Born near Bennett Lake into the Dakl'aweidi clan of Tagish in 1855, Mason was given the birth name Keish, meaning wolf. In the 1880s he worked in Dyea during summers as a packer hauling miners' supplies over the Chilkoot Pass to the headwaters of the Yukon River. Known for his physical strength, he carried huge loads and once fought hand-to-hand with a wounded bear. Keish earned the name "Skookum" which meant strong in the Chilkoot language.

When steamship captain and surveyor William Moore came looking for an alternate route over the mountains, it wasn't long before he heard about the skilled and strong Tagish Indian.

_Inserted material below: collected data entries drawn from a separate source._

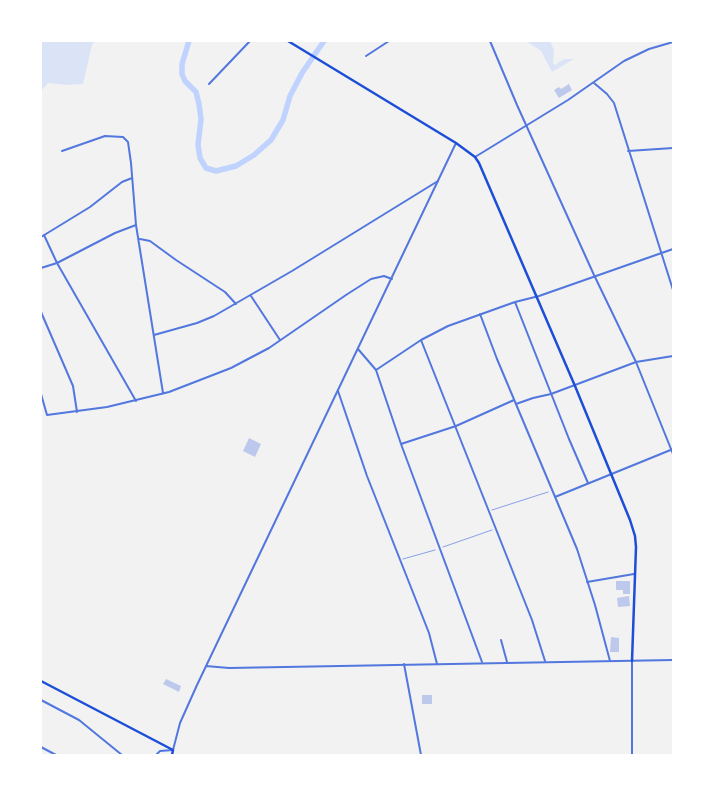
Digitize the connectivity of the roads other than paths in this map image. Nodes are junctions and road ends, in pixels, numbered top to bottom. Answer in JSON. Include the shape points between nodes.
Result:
{"nodes":[{"id":1,"x":250,"y":41,"type":"edge"},
{"id":2,"x":288,"y":41,"type":"edge"},
{"id":3,"x":390,"y":41,"type":"edge"},
{"id":4,"x":490,"y":41,"type":"edge"},
{"id":5,"x":673,"y":42,"type":"edge"},
{"id":6,"x":366,"y":56,"type":"dead end"},
{"id":7,"x":594,"y":83,"type":"junction"},
{"id":8,"x":209,"y":84,"type":"dead end"},
{"id":9,"x":527,"y":126,"type":"junction"},
{"id":10,"x":456,"y":143,"type":"junction"},
{"id":11,"x":673,"y":148,"type":"edge"},
{"id":12,"x":62,"y":151,"type":"dead end"},
{"id":13,"x":628,"y":151,"type":"junction"},
{"id":14,"x":475,"y":157,"type":"junction"},
{"id":15,"x":132,"y":178,"type":"junction"},
{"id":16,"x":438,"y":181,"type":"junction"},
{"id":17,"x":136,"y":225,"type":"junction"},
{"id":18,"x":43,"y":236,"type":"edge"},
{"id":19,"x":139,"y":239,"type":"junction"},
{"id":20,"x":673,"y":249,"type":"edge"},
{"id":21,"x":661,"y":252,"type":"junction"},
{"id":22,"x":57,"y":263,"type":"junction"},
{"id":23,"x":41,"y":268,"type":"edge"},
{"id":24,"x":594,"y":275,"type":"junction"},
{"id":25,"x":392,"y":279,"type":"junction"},
{"id":26,"x":673,"y":290,"type":"edge"},
{"id":27,"x":250,"y":296,"type":"junction"},
{"id":28,"x":535,"y":297,"type":"junction"},
{"id":29,"x":515,"y":302,"type":"junction"},
{"id":30,"x":236,"y":304,"type":"junction"},
{"id":31,"x":41,"y":312,"type":"edge"},
{"id":32,"x":480,"y":314,"type":"junction"},
{"id":33,"x":154,"y":335,"type":"junction"},
{"id":34,"x":280,"y":340,"type":"junction"},
{"id":35,"x":421,"y":340,"type":"junction"},
{"id":36,"x":358,"y":350,"type":"junction"},
{"id":37,"x":673,"y":356,"type":"edge"},
{"id":38,"x":636,"y":362,"type":"junction"},
{"id":39,"x":376,"y":370,"type":"junction"},
{"id":40,"x":574,"y":386,"type":"junction"},
{"id":41,"x":338,"y":391,"type":"junction"},
{"id":42,"x":41,"y":394,"type":"edge"},
{"id":43,"x":163,"y":394,"type":"junction"},
{"id":44,"x":551,"y":394,"type":"junction"},
{"id":45,"x":514,"y":400,"type":"junction"},
{"id":46,"x":136,"y":401,"type":"junction"},
{"id":47,"x":516,"y":404,"type":"junction"},
{"id":48,"x":77,"y":412,"type":"junction"},
{"id":49,"x":456,"y":426,"type":"junction"},
{"id":50,"x":401,"y":444,"type":"junction"},
{"id":51,"x":672,"y":449,"type":"edge"},
{"id":52,"x":673,"y":454,"type":"edge"},
{"id":53,"x":611,"y":473,"type":"junction"},
{"id":54,"x":588,"y":483,"type":"junction"},
{"id":55,"x":555,"y":497,"type":"junction"},
{"id":56,"x":636,"y":573,"type":"junction"},
{"id":57,"x":587,"y":582,"type":"junction"},
{"id":58,"x":501,"y":640,"type":"dead end"},
{"id":59,"x":673,"y":660,"type":"edge"},
{"id":60,"x":545,"y":661,"type":"junction"},
{"id":61,"x":610,"y":661,"type":"junction"},
{"id":62,"x":632,"y":661,"type":"junction"},
{"id":63,"x":482,"y":662,"type":"junction"},
{"id":64,"x":507,"y":662,"type":"junction"},
{"id":65,"x":404,"y":664,"type":"junction"},
{"id":66,"x":437,"y":664,"type":"junction"},
{"id":67,"x":206,"y":666,"type":"junction"},
{"id":68,"x":41,"y":680,"type":"edge"},
{"id":69,"x":41,"y":700,"type":"edge"},
{"id":70,"x":41,"y":747,"type":"edge"},
{"id":71,"x":173,"y":750,"type":"junction"},
{"id":72,"x":421,"y":754,"type":"edge"},
{"id":73,"x":56,"y":755,"type":"edge"},
{"id":74,"x":122,"y":755,"type":"edge"},
{"id":75,"x":156,"y":755,"type":"edge"},
{"id":76,"x":172,"y":755,"type":"edge"},
{"id":77,"x":425,"y":755,"type":"edge"},
{"id":78,"x":632,"y":755,"type":"edge"}],
"edges":[{"from":1,"to":8,"type":"street"},
{"from":2,"to":10,"type":"main road"},
{"from":3,"to":6,"type":"street"},
{"from":4,"to":9,"type":"street"},
{"from":5,"to":7,"type":"street","via":[[624,61]]},
{"from":7,"to":9,"type":"street"},
{"from":7,"to":13,"type":"street","via":[[614,103]]},
{"from":9,"to":14,"type":"street"},
{"from":9,"to":24,"type":"street"},
{"from":10,"to":14,"type":"main road"},
{"from":10,"to":16,"type":"street"},
{"from":11,"to":13,"type":"street"},
{"from":12,"to":15,"type":"street","via":[[105,136],[124,137],[128,142]]},
{"from":13,"to":21,"type":"street"},
{"from":14,"to":28,"type":"main road"},
{"from":15,"to":17,"type":"street"},
{"from":15,"to":18,"type":"street"},
{"from":16,"to":25,"type":"street"},
{"from":16,"to":27,"type":"street"},
{"from":17,"to":19,"type":"street"},
{"from":17,"to":22,"type":"street"},
{"from":18,"to":22,"type":"street"},
{"from":19,"to":30,"type":"street","via":[[150,241],[225,292]]},
{"from":19,"to":33,"type":"street"},
{"from":20,"to":21,"type":"street"},
{"from":21,"to":24,"type":"street"},
{"from":21,"to":26,"type":"street"},
{"from":22,"to":23,"type":"street"},
{"from":22,"to":46,"type":"street"},
{"from":24,"to":28,"type":"street"},
{"from":24,"to":38,"type":"street"},
{"from":25,"to":34,"type":"street","via":[[384,276],[371,279]]},
{"from":25,"to":36,"type":"street"},
{"from":27,"to":30,"type":"street"},
{"from":27,"to":34,"type":"street"},
{"from":28,"to":29,"type":"street"},
{"from":28,"to":40,"type":"main road"},
{"from":29,"to":32,"type":"street"},
{"from":29,"to":44,"type":"street"},
{"from":30,"to":33,"type":"street","via":[[197,323]]},
{"from":31,"to":48,"type":"street","via":[[73,386]]},
{"from":32,"to":35,"type":"street"},
{"from":32,"to":45,"type":"street"},
{"from":33,"to":43,"type":"street"},
{"from":34,"to":43,"type":"street","via":[[231,368]]},
{"from":35,"to":39,"type":"street"},
{"from":35,"to":49,"type":"street"},
{"from":36,"to":39,"type":"street"},
{"from":36,"to":41,"type":"street"},
{"from":37,"to":38,"type":"street"},
{"from":38,"to":40,"type":"street"},
{"from":38,"to":51,"type":"street"},
{"from":39,"to":50,"type":"street"},
{"from":40,"to":44,"type":"street"},
{"from":40,"to":53,"type":"main road"},
{"from":41,"to":66,"type":"street","via":[[367,476],[429,633]]},
{"from":41,"to":67,"type":"street"},
{"from":42,"to":48,"type":"street","via":[[47,415]]},
{"from":43,"to":46,"type":"street"},
{"from":44,"to":47,"type":"street"},
{"from":44,"to":54,"type":"street"},
{"from":45,"to":47,"type":"street"},
{"from":45,"to":49,"type":"street"},
{"from":46,"to":48,"type":"street"},
{"from":47,"to":55,"type":"street"},
{"from":49,"to":50,"type":"street"},
{"from":49,"to":60,"type":"street"},
{"from":50,"to":63,"type":"street"},
{"from":51,"to":52,"type":"street"},
{"from":51,"to":53,"type":"street"},
{"from":53,"to":54,"type":"street"},
{"from":53,"to":56,"type":"main road","via":[[635,536]]},
{"from":54,"to":55,"type":"street"},
{"from":55,"to":57,"type":"street"},
{"from":56,"to":57,"type":"street"},
{"from":56,"to":62,"type":"main road"},
{"from":57,"to":61,"type":"street"},
{"from":58,"to":64,"type":"street"},
{"from":59,"to":62,"type":"street"},
{"from":60,"to":61,"type":"street"},
{"from":60,"to":64,"type":"street"},
{"from":61,"to":62,"type":"street"},
{"from":62,"to":78,"type":"street"},
{"from":63,"to":64,"type":"street"},
{"from":63,"to":66,"type":"street"},
{"from":65,"to":66,"type":"street"},
{"from":65,"to":67,"type":"street"},
{"from":65,"to":72,"type":"street"},
{"from":67,"to":71,"type":"street","via":[[180,723]]},
{"from":68,"to":71,"type":"main road"},
{"from":69,"to":74,"type":"street","via":[[79,720]]},
{"from":70,"to":73,"type":"street"},
{"from":71,"to":75,"type":"street","via":[[160,751]]},
{"from":71,"to":76,"type":"main road"},
{"from":72,"to":77,"type":"street"}]}
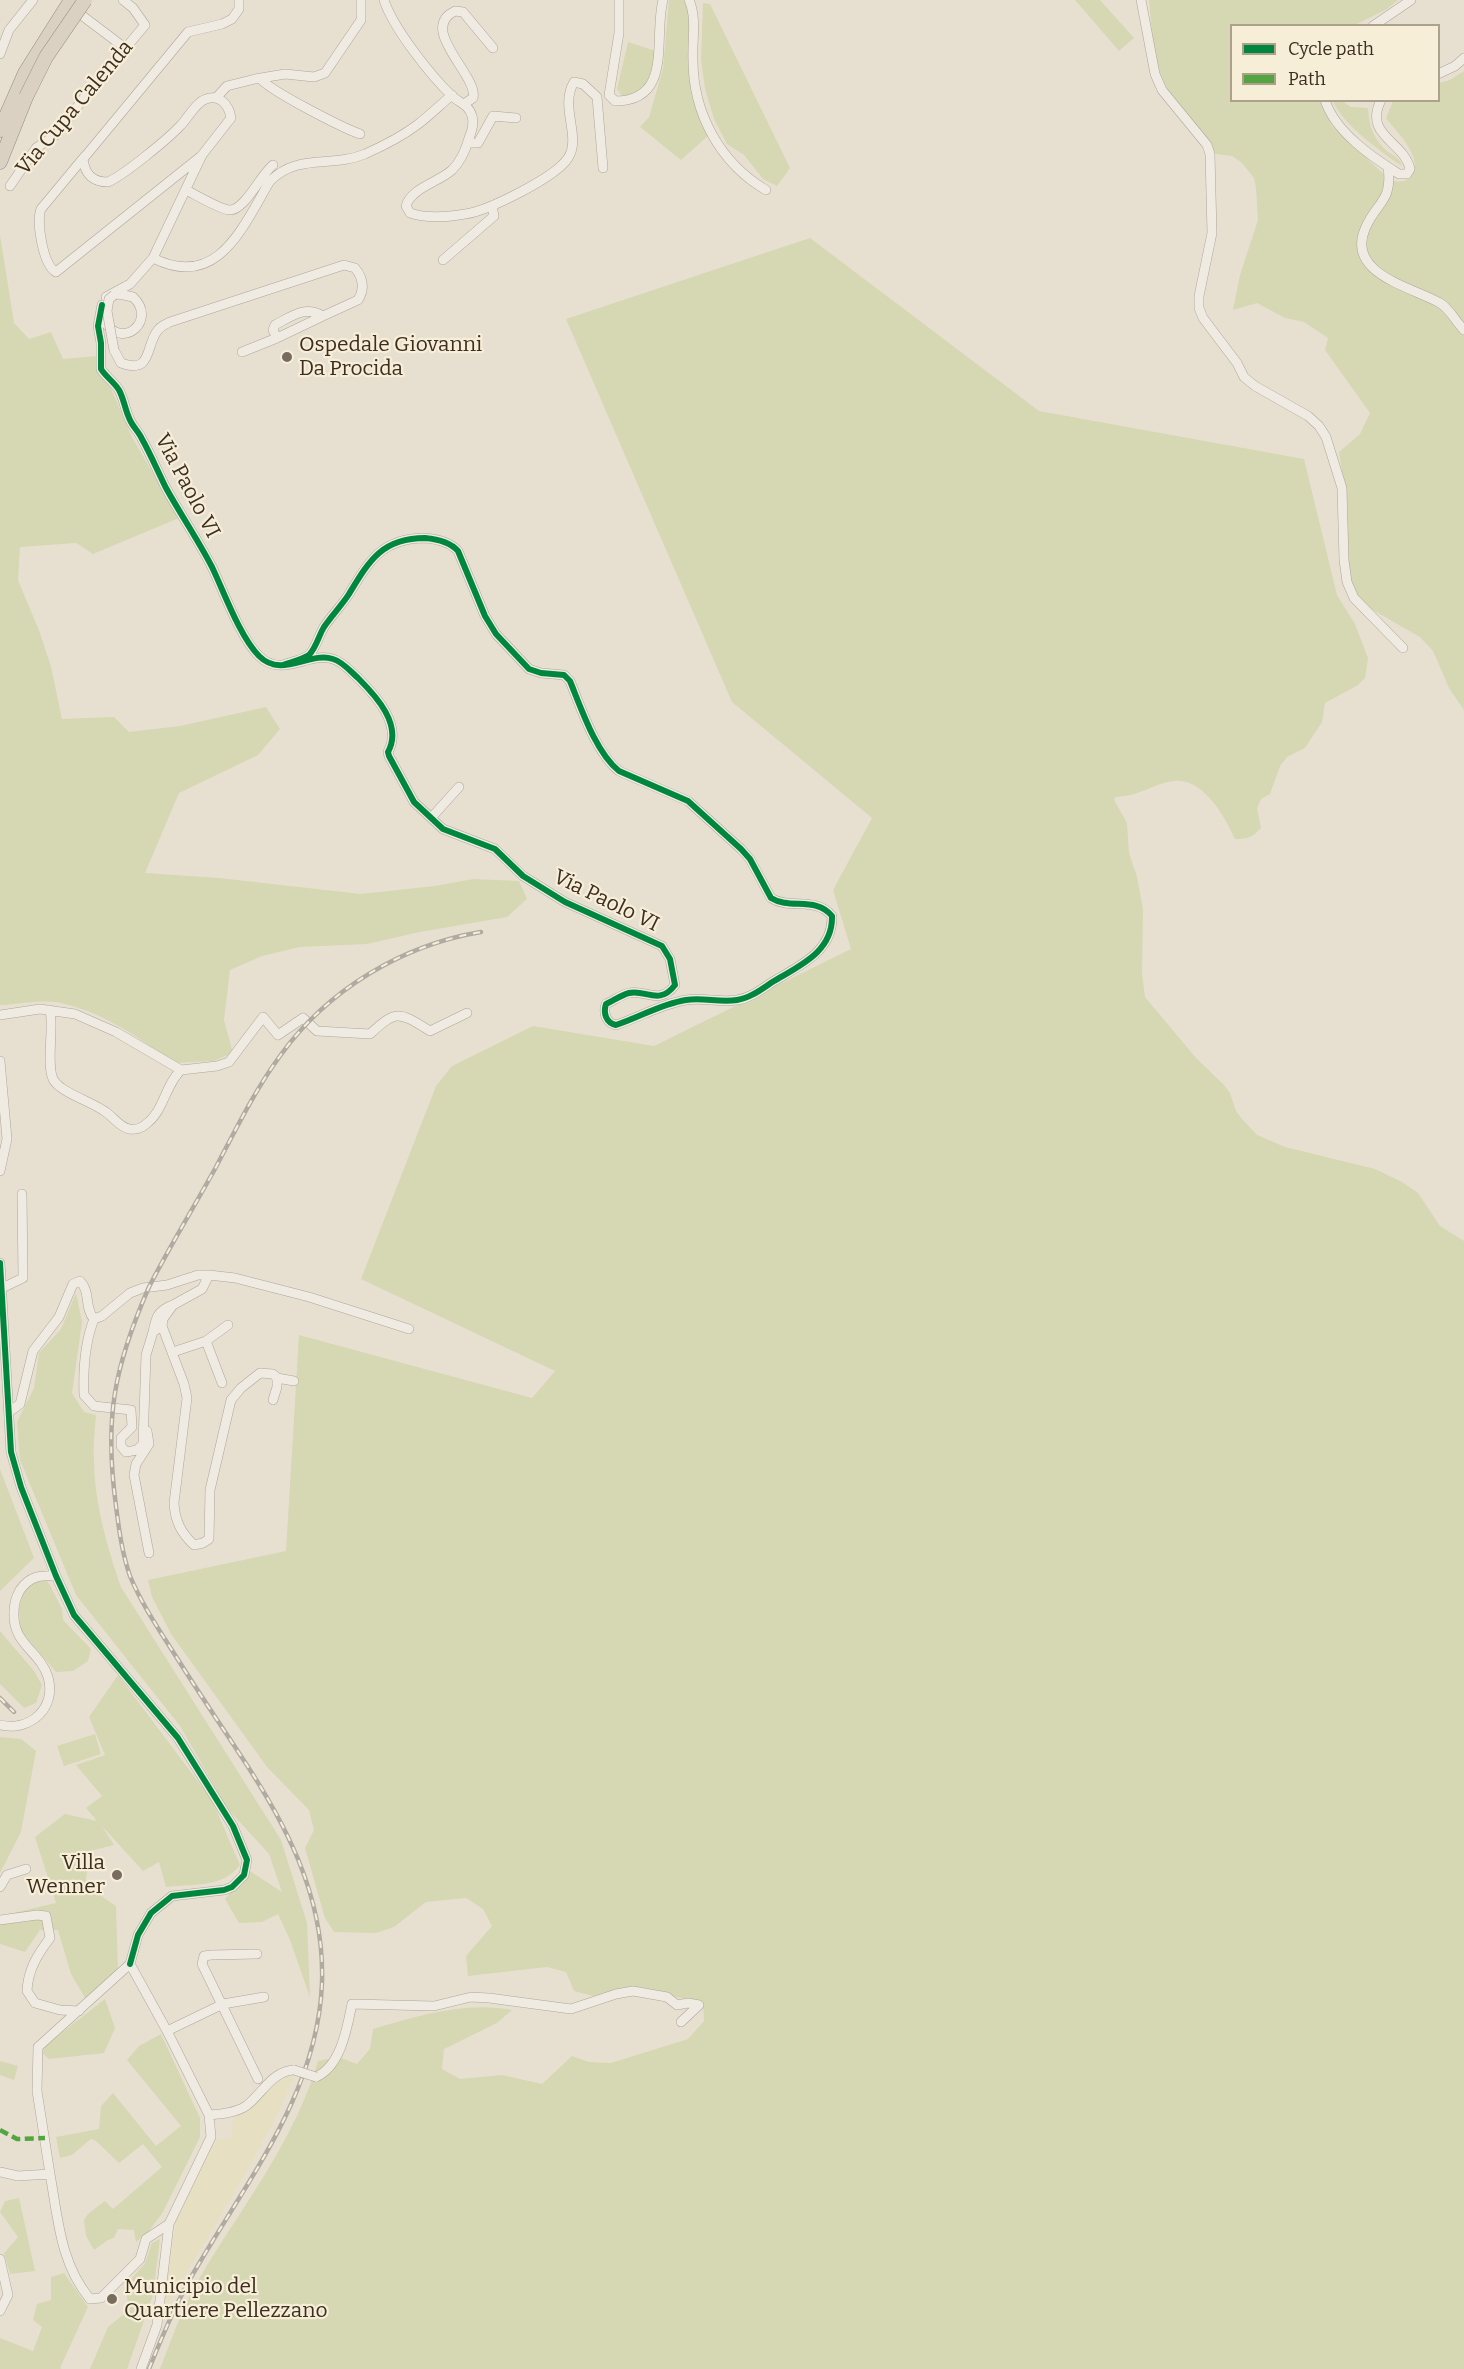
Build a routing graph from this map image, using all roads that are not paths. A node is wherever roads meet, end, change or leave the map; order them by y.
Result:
1 (33, 0) edge
2 (71, 0) edge
3 (85, 0) edge
4 (123, 0) edge
5 (239, 0) edge
6 (361, 0) edge
7 (384, 0) edge
8 (620, 0) edge
9 (663, 0) edge
10 (689, 0) edge
11 (1141, 0) edge
12 (1411, 0) edge
13 (84, 17) dead end
14 (1376, 24) edge
15 (125, 48) junction
16 (493, 48) dead end
17 (0, 54) edge
18 (1464, 58) edge
19 (1440, 73) edge
20 (260, 78) junction
21 (22, 94) junction
22 (452, 95) junction
23 (216, 98) junction
24 (1325, 102) edge
25 (1380, 102) edge
26 (464, 104) junction
27 (516, 118) dead end
28 (0, 130) edge
29 (360, 134) dead end
30 (468, 143) junction
31 (87, 154) junction
32 (202, 155) junction
33 (0, 162) edge
34 (273, 165) dead end
35 (1388, 167) junction
36 (603, 168) dead end
37 (10, 186) dead end
38 (186, 190) junction
39 (766, 190) dead end
40 (492, 206) junction
41 (153, 258) junction
42 (443, 260) dead end
43 (102, 305) junction
44 (1463, 328) edge
45 (242, 352) dead end
46 (1403, 648) dead end
47 (283, 664) junction
48 (459, 787) dead end
49 (431, 818) junction
50 (0, 1009) edge
51 (20, 1010) junction
52 (50, 1010) junction
53 (467, 1013) dead end
54 (0, 1015) edge
55 (0, 1060) edge
56 (180, 1070) junction
57 (0, 1171) edge
58 (21, 1194) dead end
59 (0, 1263) edge
60 (209, 1275) junction
61 (2, 1287) junction
62 (173, 1305) junction
63 (94, 1319) junction
64 (228, 1325) dead end
65 (162, 1326) junction
66 (409, 1329) dead end
67 (153, 1332) junction
68 (206, 1341) junction
69 (172, 1352) junction
70 (278, 1378) junction
71 (294, 1381) dead end
72 (222, 1383) dead end
73 (273, 1400) dead end
74 (9, 1412) junction
75 (144, 1427) junction
76 (149, 1553) dead end
77 (49, 1558) junction
78 (56, 1576) junction
79 (33, 1577) junction
80 (3, 1726) edge
81 (26, 1869) dead end
82 (0, 1887) edge
83 (0, 1920) edge
84 (257, 1954) dead end
85 (130, 1964) junction
86 (264, 1997) dead end
87 (223, 2004) junction
88 (79, 2011) junction
89 (681, 2022) dead end
90 (168, 2031) junction
91 (258, 2079) dead end
92 (209, 2115) junction
93 (0, 2172) edge
94 (50, 2174) junction
95 (169, 2223) junction
96 (0, 2259) edge
97 (0, 2311) edge
98 (141, 2369) edge

1 - 17 street
2 - 21 highway
3 - 21 highway, bridge
4 - 15 street, Via Cupa Calenda
5 - 31 street
6 - 20 street
7 - 22 street
8 - 9 street
10 - 39 street
11 - 46 street
12 - 14 street
13 - 15 street
15 - 37 street, Via Cupa Calenda
16 - 26 street
18 - 19 street
20 - 23 street
20 - 29 street
21 - 28 highway
21 - 33 highway
22 - 26 street
22 - 41 street
23 - 31 street
23 - 32 street
24 - 35 street
25 - 35 street
26 - 30 street
27 - 30 street
30 - 40 street
31 - 32 street
32 - 38 street
34 - 38 street
35 - 44 street
36 - 40 street
38 - 41 street
40 - 42 street
41 - 43 street
43 - 45 street, bridge
43 - 47 street, Via Paolo VI
47 - 49 street, Via Paolo VI
47 - 49 street, Via Paolo VI
48 - 49 street
50 - 51 street
51 - 52 street
51 - 54 street
52 - 56 street
52 - 56 street
53 - 56 street
55 - 57 street
58 - 61 street
59 - 61 street
60 - 62 street
60 - 63 street
60 - 66 street
61 - 74 street
62 - 65 street
62 - 67 street
63 - 74 street
63 - 75 street
64 - 68 street
65 - 67 street
65 - 69 street
67 - 75 street
68 - 69 street
68 - 72 street
69 - 70 street
70 - 71 street
70 - 73 street
74 - 77 street
75 - 76 street
77 - 78 street
77 - 79 street
78 - 79 street
78 - 85 street
79 - 80 street
81 - 82 street
83 - 88 street
84 - 87 street
85 - 88 street
85 - 90 street
86 - 87 street
87 - 90 street
87 - 91 street
88 - 94 street
89 - 92 street, bridge
90 - 92 street
92 - 95 street
93 - 94 street
94 - 95 street
95 - 98 street
96 - 97 street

In 1887 Skookum Jim Mason guided Captain Moore over this secret pass, an easier route to the interior that would later be named White Pass.

While working on the coast, Skookum Jim befriended trader and miner George Carmack, and they went prospecting down the Yukon River together. The partnership deepened when Jim's sister, Kate, married Carmack and they started a family. Years later they all met at a fish camp at the junction of the Yukon and Klondike rivers and joined for a prospecting trip up the Klondike.

The story goes that Skookum Jim, his nephew Tagish Charlie, and George Carmack were following a tip from another prospector and took a shortcut named Rabbit Creek. For awhile they panned with little success and ran out of supplies, though Jim managed to kill a moose. At one point Jim went to the creek for water, and lying before him on the creek bottom was more gold than he'd ever seen in one spot.

They staked several claims that August day in 1896. Word quickly spread and within a week all nearby claims were snapped up and prospectors had changed the stream's name to Bonanza Creek. There's some controversy over who actually made the discovery—Carmack claimed he did—but in the end the fellow prospectors shared the work and the proceeds of their claims.

Skookum Jim built a large house for his wife and daughter in Carcross where he spent his winters hunting and trapping, and each spring he returned to the Klondike. Highly regarded by his people, Skookum Jim was known as a generous family man. He had the foresight to place what remained of his fortune in trust, and when he died in 1916 he left a substantial sum in trust for the benefit of Yukon Indians. For his role, Skookum Jim Mason was designated a Person of National Historic Significance and he is an inductee in the Canadian Mining Hall of Fame.